Human pose images with coordinates →
*****
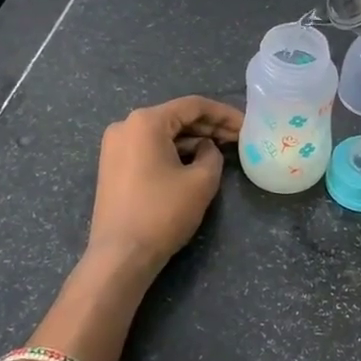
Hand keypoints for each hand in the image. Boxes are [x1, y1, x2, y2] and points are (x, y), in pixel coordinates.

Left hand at [86, 96, 242, 271]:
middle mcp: (126, 126)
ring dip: (192, 140)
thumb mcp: (201, 181)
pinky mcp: (113, 166)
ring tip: (221, 150)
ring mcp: (115, 147)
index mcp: (146, 121)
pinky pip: (149, 149)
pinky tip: (195, 162)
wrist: (121, 255)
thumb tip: (205, 148)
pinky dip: (173, 152)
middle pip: (176, 117)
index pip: (193, 106)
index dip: (224, 114)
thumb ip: (212, 154)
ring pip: (162, 134)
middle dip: (209, 126)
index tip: (247, 125)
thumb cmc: (163, 212)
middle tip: (238, 138)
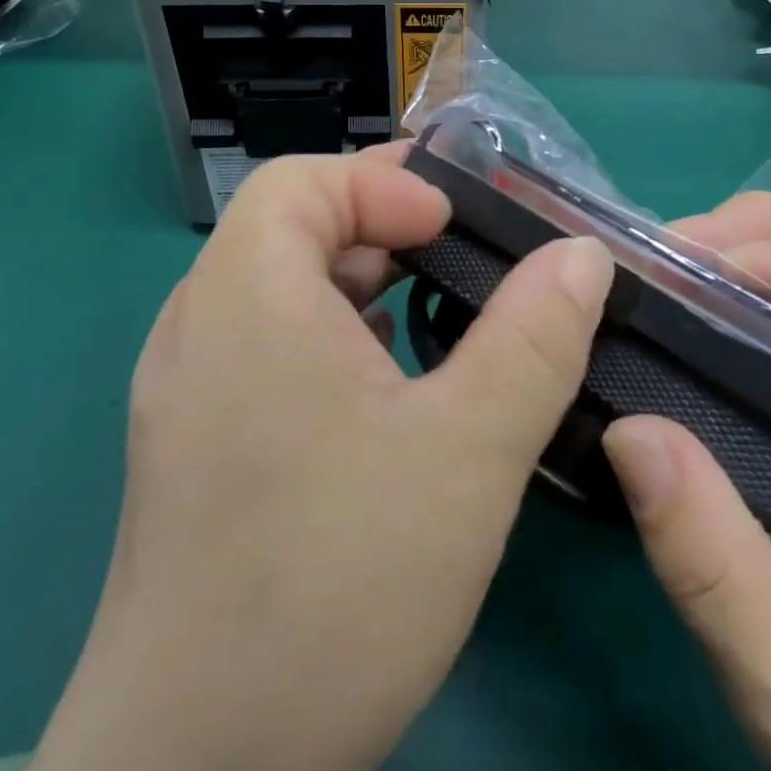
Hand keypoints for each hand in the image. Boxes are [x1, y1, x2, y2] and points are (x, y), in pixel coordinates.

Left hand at [25, 147, 614, 770]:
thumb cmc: (334, 590)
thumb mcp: (466, 453)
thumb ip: (534, 338)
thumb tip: (581, 252)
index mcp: (245, 298)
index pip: (300, 181)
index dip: (380, 186)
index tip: (453, 229)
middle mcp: (200, 326)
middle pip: (291, 227)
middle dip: (386, 228)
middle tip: (467, 260)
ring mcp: (188, 389)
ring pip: (284, 288)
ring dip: (364, 282)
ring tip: (441, 318)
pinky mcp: (198, 444)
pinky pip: (271, 346)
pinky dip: (336, 335)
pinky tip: (390, 391)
*****
Your objective → Transcribe the entries word for word, without their pictures.

Expected output →
Hand keypoints for each hand in the image. Boxes are [x1, y1, x2, y2] and points are (x, y), in pixel coordinates.

Left hand at [86, 96, 242, 271]:
middle mcp: (126, 126)
ring dip: (192, 140)
thumb mcp: (201, 181)
pinky mcp: (113, 166)
ring tip: (221, 150)
ring mcp: (115, 147)
index mcp: (146, 121)
pinky pip: (149, 149)
pinky tip: (195, 162)
wrist: (121, 255)
thumb tip: (205, 148)
pinky dip: (173, 152)
middle pip: (176, 117)
index pip: (193, 106)
index dip: (224, 114)
thumb ip: (212, 154)
ring pip: (162, 134)
middle dip: (209, 126)
index tip: (247, 125)
thumb cmc: (163, 212)
middle tip: (238, 138)
Hand keypoints for each hand in the image. Boxes are [x1, y1, x2, y2] and points are (x, y), in pixel coordinates.

Left hand at [25, 147, 614, 770]:
thumb cmc: (334, 590)
thumb mcp: (466, 453)
thumb ip: (534, 338)
thumb tip: (581, 252)
index mcp: (245, 298)
index pip: (300, 181)
index dip: (380, 186)
index tip: (453, 229)
middle mcp: (200, 326)
middle pip: (291, 227)
middle dip: (386, 228)
middle tip: (467, 260)
ring mcp: (188, 389)
ring pip: (284, 288)
ring dip: (364, 282)
ring tip: (441, 318)
pinky mcp: (198, 444)
pinky pip: (271, 346)
pinky dip: (336, 335)
pinky tip: (390, 391)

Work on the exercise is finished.